> [WORK ORDER]
Output the entries as they appear, skipping images.

> [RECORDS PROVIDED]
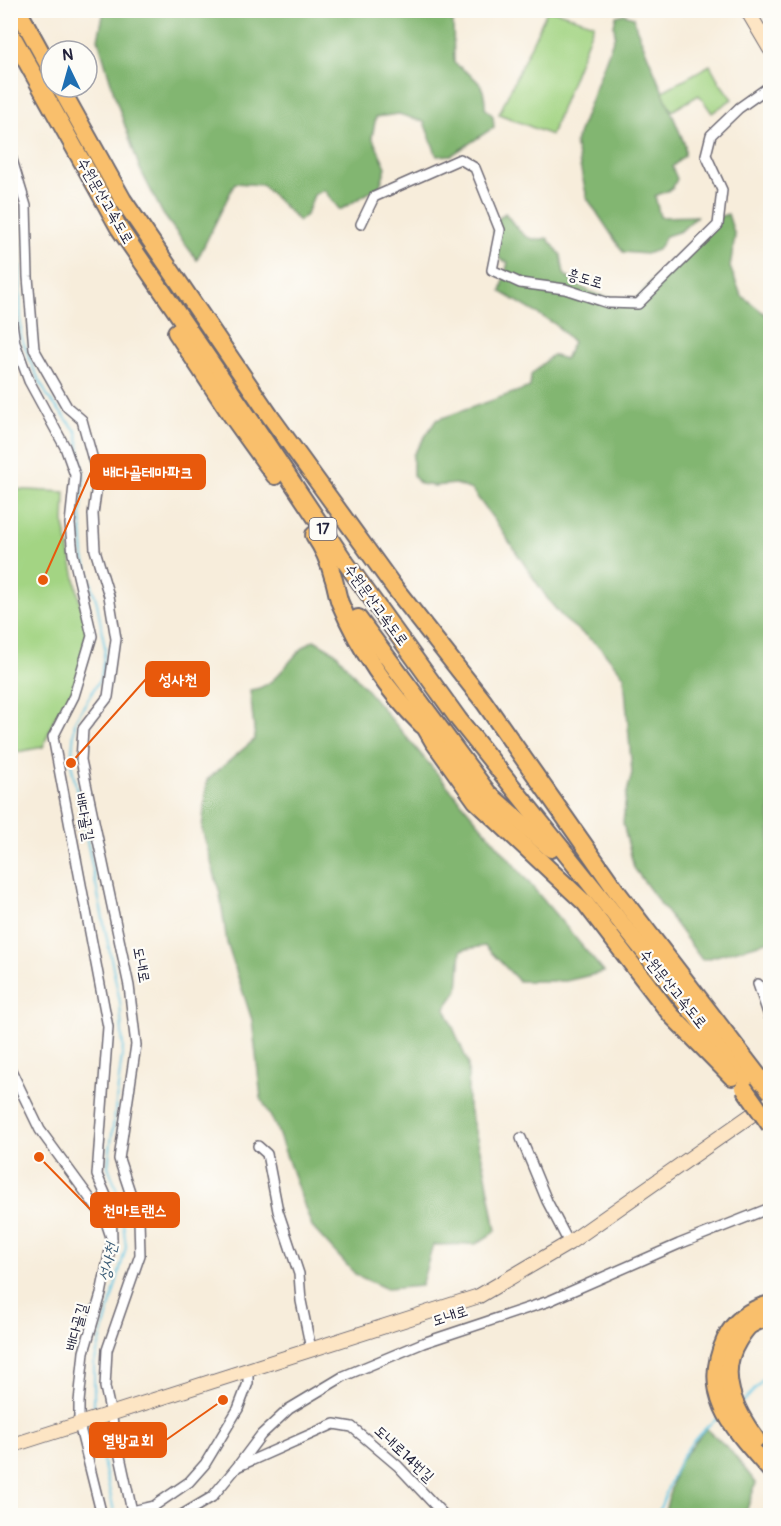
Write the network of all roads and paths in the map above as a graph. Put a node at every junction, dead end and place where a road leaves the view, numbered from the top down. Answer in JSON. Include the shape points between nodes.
{"nodes":[{"id":1,"x":18,"y":10,"type":"edge"},
{"id":2,"x":747,"y":10,"type":"edge"},
{"id":3,"x":10,"y":32,"type":"edge"},
{"id":4,"x":39,"y":48,"type":"edge"},
{"id":5,"x":771,"y":49,"type":"edge"},
{"id":6,"x":771,"y":86,"type":"edge"},
{"id":7,"x":67,"y":99,"type":"edge"},
{"id":8,"x":10,"y":153,"type":"edge"},
{"id":9,"x":361,"y":224,"type":"dead end"},
{"id":10,"x":10,"y":237,"type":"edge"},
{"id":11,"x":10,"y":244,"type":"edge"},
{"id":12,"x":10,"y":309,"type":"edge"},
{"id":13,"x":184,"y":334,"type":"junction"},
{"id":14,"x":422,"y":725,"type":"junction"},
{"id":15,"x":591,"y":888,"type":"junction"},
{"id":16,"x":758,"y":984,"type":"dead end"},
{"id":17,"x":771,"y":1019,"type":"edge"},
{"id":18,"x":10,"y":1068,"type":"edge"},
{"id":19,"x":751,"y":1083,"type":"junction"},
{"id":20,"x":771,"y":1090,"type":"edge"},
{"id":21,"x":771,"y":1102,"type":"edge"},
{"id":22,"x":771,"y":1112,"type":"edge"},
{"id":23,"x":771,"y":1125,"type":"edge"},
{"id":24,"x":521,"y":1138,"type":"dead end"},
{"id":25,"x":258,"y":1146,"type":"dead end"},
{"id":26,"x":771,"y":1208,"type":"edge"},
{"id":27,"x":112,"y":1240,"type":"junction"},
{"id":28,"x":569,"y":1243,"type":"junction"},
{"id":29,"x":771,"y":1304,"type":"edge"},
{"id":30,"x":771,"y":1317,"type":"edge"},
{"id":31,"x":311,"y":1349,"type":"junction"},
{"id":32,"x":248,"y":1369,"type":"junction"},
{"id":33,"x":724,"y":1392,"type":"junction"},
{"id":34,"x":107,"y":1415,"type":"junction"},
{"id":35,"x":82,"y":1423,"type":"junction"},
{"id":36,"x":737,"y":1423,"type":"junction"},
{"id":37,"x":10,"y":1446,"type":"edge"},
{"id":38,"x":771,"y":1455,"type":"edge"},
{"id":39,"x":237,"y":1467,"type":"junction"},
{"id":40,"x":771,"y":1470,"type":"edge"},
{"id":41,"x":132,"y":1513,"type":"edge"},
{"id":42,"x":102,"y":1515,"type":"edge"},
{"id":43,"x":180,"y":1515,"type":"edge"},
{"id":44,"x":445,"y":1515,"type":"edge"}],
"edges":[{"from":1,"to":4,"type":"highway"},
{"from":2,"to":5,"type":"street"},
{"from":3,"to":13,"type":"highway","name":"수원문산고속도로","number":"17","via":[[65,132],[93,198]]},
{"from":6,"to":9,"type":"street","name":"흥도로","via":[[739,108],[711,135],[706,155],[722,190],[718,225],[638,304],[608,303],[565,289],[520,284],[492,270],[501,230],[475,168],[460,159],[374,197]]},
{"from":7,"to":19,"type":"highway","name":"수원문산고속도로","number":"17","via":[[123,200],[217,339],[394,587],[484,702]]},
{"from":8,"to":34,"type":"street","name":"도내로","via":[[26,206],[34,349],[67,407],[82,420],[98,477],[93,514],[95,550],[109,596],[116,639],[108,697],[83,729],[81,760],[129,986],[136,1045],[119,1159],[139,1219],[140,1255],[107,1350]]},
{"from":10,"to":11,"type":"street"},
{"from":12,"to":27,"type":"street","name":"배다골길","via":[[15,343],[29,381],[65,447],[75,475],[70,524],[73,554],[92,636],[74,696],[53,737],[108,1026],[97,1175],[111,1207]]},
{"from":13,"to":14,"type":"highway","via":[[229,412],[324,550],[339,601],[373,666]]},
{"from":13,"to":15,"type":"highway","name":"수원문산고속도로","number":"17","via":[[260,434],[352,573],[459,720]]},
{"from":14,"to":15,"type":"highway","via":[[358,618],[488,793]]},
{"from":14,"to":19,"type":"highway","via":[[476,801],[585,903],[671,1015]]},
{"from":15,"to":19,"type":"highway","name":"수원문산고속도로","number":"17"},
{"from":16,"to":17,"type":"street"},
{"from":18,"to":27,"type":"street","via":[[40,1130],[105,1219]]},
{"from":19,"to":20,"type":"highway","name":"수원문산고속도로","number":"17"},
{"from":19,"to":22,"type":"highway","name":"수원문산고속도로","number":"17"},
{"from":19,"to":23,"type":"highway","bridge":true},
{"from":21,"to":28,"type":"street","name":"도내로"},
{"from":24,"to":28,"type":"street"},
{"from":25,"to":31,"type":"street","via":[[267,1154],[278,1211],[299,1274]]},
{"from":26,"to":39,"type":"street","name":"도내로","via":[[549,1301],[423,1342],[344,1377],[289,1409],[261,1435]]},
{"from":27,"to":35,"type":"street","name":"배다골길","via":[[84,1352]]},
{"from":28,"to":31,"type":"street","name":"도내로","via":[[479,1296]]},
{"from":29,"to":33,"type":"highway","via":[[755,1308],[728,1335],[719,1353],[716,1372]]},
{"from":30,"to":33,"type":"highway","via":[[749,1326],[733,1349]]},
{"from":31,"to":32,"type":"street","name":"도내로"},
{"from":32,"to":34,"type":"street","name":"도내로"},
{"from":32,"to":41,"type":"street","via":[[248,1383],[238,1409],[205,1464],[189,1482],[154,1506]]},
{"from":33,"to":36,"type":"highway"},
{"from":34,"to":35,"type":"street"},
{"from":34,"to":41,"type":"street"},
{"from":35,"to":37,"type":"street"},
{"from":35,"to":42,"type":"street","name":"배다골길"},
{"from":36,"to":38,"type":"highway"},
{"from":36,"to":40,"type":"highway"},
{"from":39,"to":43,"type":"street","name":"도내로","via":[[212,1497]]},
{"from":39,"to":44,"type":"street","name":"도내로14번길","via":[[334,1424],[352,1427],[398,1466]]}]}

> [RESPONSE]
Write the network of all roads and paths in the map above as a graph. Put a node at every junction, dead end and place where a road leaves the view, numbered from the top down. Answer in JSON. Include the shape points between nodes.
{"nodes":[{"id":1,"x":18,"y":10,"type":"edge"},
{"id":2,"x":747,"y":10,"type":"edge"},
{"id":3,"x":10,"y":32,"type":"edge"},
{"id":4,"x":39,"y":48,"type":"edge"},
{"id":5,"x":771,"y":49,"type":"edge"},
{"id":6,"x":771,"y":86,"type":"edge"},
{"id":7,"x":67,"y":99,"type":"edge"},
{"id":8,"x":10,"y":153,"type":"edge"},
{"id":9,"x":361,"y":224,"type":"dead end"},
{"id":10,"x":10,"y":237,"type":"edge"},
{"id":11,"x":10,"y":244,"type":"edge"},
{"id":12,"x":10,"y":309,"type":"edge"},
{"id":13,"x":184,"y":334,"type":"junction"},
{"id":14,"x":422,"y":725,"type":"junction"},
{"id":15,"x":591,"y":888,"type":"junction"},
{"id":16,"x":758,"y":984,"type":"dead end"},
{"id":17,"x":771,"y":1019,"type":"edge"},
{"id":18,"x":10,"y":1068,"type":"edge"},
{"id":19,"x":751,"y":1083,"type":"junction"},
{"id":20,"x":771,"y":1090,"type":"edge"},
{"id":21,"x":771,"y":1102,"type":"edge"},
{"id":22,"x":771,"y":1112,"type":"edge"},
{"id":23,"x":771,"y":1125,"type":"edge"},
{"id":24,"x":521,"y":1138,"type":"dead end"},
{"id":25,"x":258,"y":1146,"type":"dead end"},
{"id":26,"x":771,"y":1208,"type":"edge"},
{"id":27,"x":112,"y":1240,"type":"junction"},
{"id":28,"x":569,"y":1243,"type":"junction"},
{"id":29,"x":771,"y":1304,"type":"edge"},
{"id":30,"x":771,"y":1317,"type":"edge"},
{"id":31,"x":311,"y":1349,"type":"junction"},
{"id":32,"x":248,"y":1369,"type":"junction"},
{"id":33,"x":724,"y":1392,"type":"junction"},
{"id":34,"x":107,"y":1415,"type":"junction"},
{"id":35,"x":82,"y":1423,"type":"junction"},
{"id":36,"x":737,"y":1423,"type":"junction"},
{"id":37,"x":10,"y":1446,"type":"edge"},
{"id":38,"x":771,"y":1455,"type":"edge"},
{"id":39,"x":237,"y":1467,"type":"junction"},
{"id":40,"x":771,"y":1470,"type":"edge"},
{"id":41,"x":132,"y":1513,"type":"edge"},
{"id":42,"x":102,"y":1515,"type":"edge"},
{"id":43,"x":180,"y":1515,"type":"edge"},
{"id":44,"x":445,"y":1515,"type":"edge"}],
"edges":[{"from":1,"to":4,"type":"highway"},
{"from":2,"to":5,"type":"street"},
{"from":3,"to":13,"type":"highway","name":"수원문산고속도로","number":"17","via":[[65,132],[93,198]]},
{"from":6,"to":9,"type":"street","name":"흥도로","via":[[739,108],[711,135],[706,155],[722,190],[718,225],[638,304],[608,303],[565,289],[520,284],[492,270],[501,230],[475,168],[460,159],[374,197]]},
{"from":7,"to":19,"type":"highway","name":"수원문산고속도로","number":"17","via":[[123,200],[217,339],[394,587],[484,702]]},
{"from":8,"to":34,"type":"street","name":"도내로","via":[[26,206],[34,349],[67,407],[82,420],[98,477],[93,514],[95,550],[109,596],[116,639],[108,697],[83,729],[81,760],[129,986],[136,1045],[119,1159],[139,1219],[140,1255],[107,1350]]},
{"from":10,"to":11,"type":"street"},
{"from":12,"to":27,"type":"street","name":"배다골길","via":[[15,343],[29,381],[65,447],[75,475],[70,524],[73,554],[92,636],[74,696],[53,737],[108,1026],[97,1175],[111,1207]]},
{"from":13,"to":14,"type":"highway","via":[[229,412],[324,550],[339,601],[373,666]]},
{"from":13,"to":15,"type":"highway","name":"수원문산고속도로","number":"17","via":[[260,434],[352,573],[459,720]]},
{"from":14,"to":15,"type":"highway","via":[[358,618],[488,793]]},
{"from":14,"to":19,"type":"highway","via":[[476,801],[585,903],[671,1015]]},
{"from":15,"to":19,"type":"highway","name":"수원문산고속도로","number":"17"},
{"from":16,"to":17,"type":"street"},
{"from":18,"to":27,"type":"street","via":[[40,1130],[105,1219]]},
{"from":19,"to":20,"type":"highway","name":"수원문산고속도로","number":"17"},
{"from":19,"to":22,"type":"highway","name":"수원문산고속도로","number":"17"},
{"from":19,"to":23,"type":"highway","bridge":true},
{"from":21,"to":28,"type":"street","name":"도내로"},
{"from":24,"to":28,"type":"street"},
{"from":25,"to":31,"type":"street","via":[[267,1154],[278,1211],[299,1274]]},
{"from":26,"to":39,"type":"street","name":"도내로","via":[[549,1301],[423,1342],[344,1377],[289,1409],[261,1435]]},
{"from":27,"to":35,"type":"street","name":"배다골길","via":[[84,1352]]},
{"from":28,"to":31,"type":"street","name":"도내로","via":[[479,1296]]},
{"from":29,"to":33,"type":"highway","via":[[755,1308],[728,1335],[719,1353],[716,1372]]},
{"from":30,"to":33,"type":"highway","via":[[749,1326],[733,1349]]},
{"from":31,"to":32,"type":"street","name":"도내로"},
{"from":32,"to":34,"type":"street","name":"도내로"},
{"from":32,"to":41,"type":"street","via":[[248,1383],[238,1409],[205,1464],[189,1482],[154,1506]]},
{"from":33,"to":36,"type":"highway"},
{"from":34,"to":35,"type":"street"},
{"from":34,"to":41,"type":"street"},
{"from":35,"to":37,"type":"street"},
{"from":35,"to":42,"type":"street","name":"배다골길"},
{"from":36,"to":38,"type":"highway"},
{"from":36,"to":40,"type":"highway"},
{"from":39,"to":43,"type":"street","name":"도내로","via":[[212,1497]]},
{"from":39,"to":44,"type":"street","name":"도내로14번길","via":[[334,1424],[352,1427],[398,1466]]}]}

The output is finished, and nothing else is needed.